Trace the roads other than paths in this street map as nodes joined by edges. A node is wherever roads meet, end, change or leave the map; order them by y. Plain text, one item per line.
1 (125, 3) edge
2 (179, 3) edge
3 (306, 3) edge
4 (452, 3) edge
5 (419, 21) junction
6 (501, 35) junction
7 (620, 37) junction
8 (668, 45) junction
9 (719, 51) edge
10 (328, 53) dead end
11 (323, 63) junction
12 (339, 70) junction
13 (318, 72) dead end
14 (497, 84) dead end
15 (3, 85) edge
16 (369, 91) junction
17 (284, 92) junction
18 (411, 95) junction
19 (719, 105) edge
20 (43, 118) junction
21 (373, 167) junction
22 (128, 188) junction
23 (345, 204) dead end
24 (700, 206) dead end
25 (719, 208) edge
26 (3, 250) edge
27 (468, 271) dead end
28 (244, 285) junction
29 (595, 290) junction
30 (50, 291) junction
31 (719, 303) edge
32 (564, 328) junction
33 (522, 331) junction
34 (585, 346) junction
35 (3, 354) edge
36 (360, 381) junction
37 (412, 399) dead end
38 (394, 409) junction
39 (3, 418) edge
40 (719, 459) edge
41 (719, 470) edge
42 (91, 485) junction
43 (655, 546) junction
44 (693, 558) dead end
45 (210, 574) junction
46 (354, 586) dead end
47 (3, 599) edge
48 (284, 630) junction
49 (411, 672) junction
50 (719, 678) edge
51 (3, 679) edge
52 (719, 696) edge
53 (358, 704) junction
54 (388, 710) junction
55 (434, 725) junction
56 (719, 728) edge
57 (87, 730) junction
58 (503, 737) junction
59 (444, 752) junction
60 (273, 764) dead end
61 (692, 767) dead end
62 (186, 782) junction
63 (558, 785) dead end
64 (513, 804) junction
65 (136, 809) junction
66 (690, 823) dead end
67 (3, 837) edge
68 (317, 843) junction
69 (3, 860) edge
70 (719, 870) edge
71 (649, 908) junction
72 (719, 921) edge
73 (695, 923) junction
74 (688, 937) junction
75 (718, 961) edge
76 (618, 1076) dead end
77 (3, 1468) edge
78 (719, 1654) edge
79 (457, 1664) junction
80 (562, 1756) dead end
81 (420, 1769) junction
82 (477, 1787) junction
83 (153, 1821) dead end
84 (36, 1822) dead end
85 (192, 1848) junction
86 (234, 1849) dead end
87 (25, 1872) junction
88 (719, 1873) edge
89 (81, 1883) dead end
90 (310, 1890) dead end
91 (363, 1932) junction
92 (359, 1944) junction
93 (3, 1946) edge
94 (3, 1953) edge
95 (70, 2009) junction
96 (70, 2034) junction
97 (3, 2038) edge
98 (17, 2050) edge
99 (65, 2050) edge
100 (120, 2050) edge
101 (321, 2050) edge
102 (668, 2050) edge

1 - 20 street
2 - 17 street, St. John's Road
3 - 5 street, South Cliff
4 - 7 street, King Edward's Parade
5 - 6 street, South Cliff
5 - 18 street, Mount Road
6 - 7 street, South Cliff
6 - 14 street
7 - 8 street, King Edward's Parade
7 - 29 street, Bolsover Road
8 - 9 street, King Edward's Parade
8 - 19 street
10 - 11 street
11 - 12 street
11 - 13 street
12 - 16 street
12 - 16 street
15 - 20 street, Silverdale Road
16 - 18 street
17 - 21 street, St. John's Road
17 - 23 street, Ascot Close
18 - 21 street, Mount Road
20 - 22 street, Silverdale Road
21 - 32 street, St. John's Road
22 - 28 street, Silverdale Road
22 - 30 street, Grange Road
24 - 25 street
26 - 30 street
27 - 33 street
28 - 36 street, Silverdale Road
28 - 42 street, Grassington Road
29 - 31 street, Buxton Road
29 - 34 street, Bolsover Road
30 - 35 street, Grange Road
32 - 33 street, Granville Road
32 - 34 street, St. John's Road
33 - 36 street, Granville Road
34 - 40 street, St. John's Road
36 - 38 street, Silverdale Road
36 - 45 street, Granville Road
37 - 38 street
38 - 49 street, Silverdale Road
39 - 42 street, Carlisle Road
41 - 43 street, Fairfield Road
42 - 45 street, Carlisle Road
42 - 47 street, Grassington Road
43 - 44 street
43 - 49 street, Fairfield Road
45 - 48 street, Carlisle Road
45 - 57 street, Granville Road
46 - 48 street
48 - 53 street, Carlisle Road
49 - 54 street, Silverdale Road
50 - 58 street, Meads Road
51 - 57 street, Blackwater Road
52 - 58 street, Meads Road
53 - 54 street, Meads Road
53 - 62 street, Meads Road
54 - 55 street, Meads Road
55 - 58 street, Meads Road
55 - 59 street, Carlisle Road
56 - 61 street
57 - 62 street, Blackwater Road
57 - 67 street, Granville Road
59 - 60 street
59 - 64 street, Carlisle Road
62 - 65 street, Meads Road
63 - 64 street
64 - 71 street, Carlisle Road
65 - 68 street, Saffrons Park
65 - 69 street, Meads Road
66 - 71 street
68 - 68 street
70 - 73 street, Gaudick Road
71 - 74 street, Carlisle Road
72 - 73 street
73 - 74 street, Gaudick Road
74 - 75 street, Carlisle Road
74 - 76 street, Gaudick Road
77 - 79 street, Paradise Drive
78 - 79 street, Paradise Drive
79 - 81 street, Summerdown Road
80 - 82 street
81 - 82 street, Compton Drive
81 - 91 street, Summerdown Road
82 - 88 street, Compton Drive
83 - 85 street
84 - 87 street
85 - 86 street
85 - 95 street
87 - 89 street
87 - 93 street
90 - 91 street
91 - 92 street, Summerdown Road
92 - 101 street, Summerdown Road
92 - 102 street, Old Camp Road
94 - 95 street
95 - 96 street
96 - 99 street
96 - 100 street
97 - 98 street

◇ ◇ ◇ ◇

● **ACTIVITY**
What is needed is every line of the records that contains the word "Compton".

● **SOLUTION FOR THIS PROBLEM**
81 - 82 street, Compton Drive
82 - 88 street, Compton Drive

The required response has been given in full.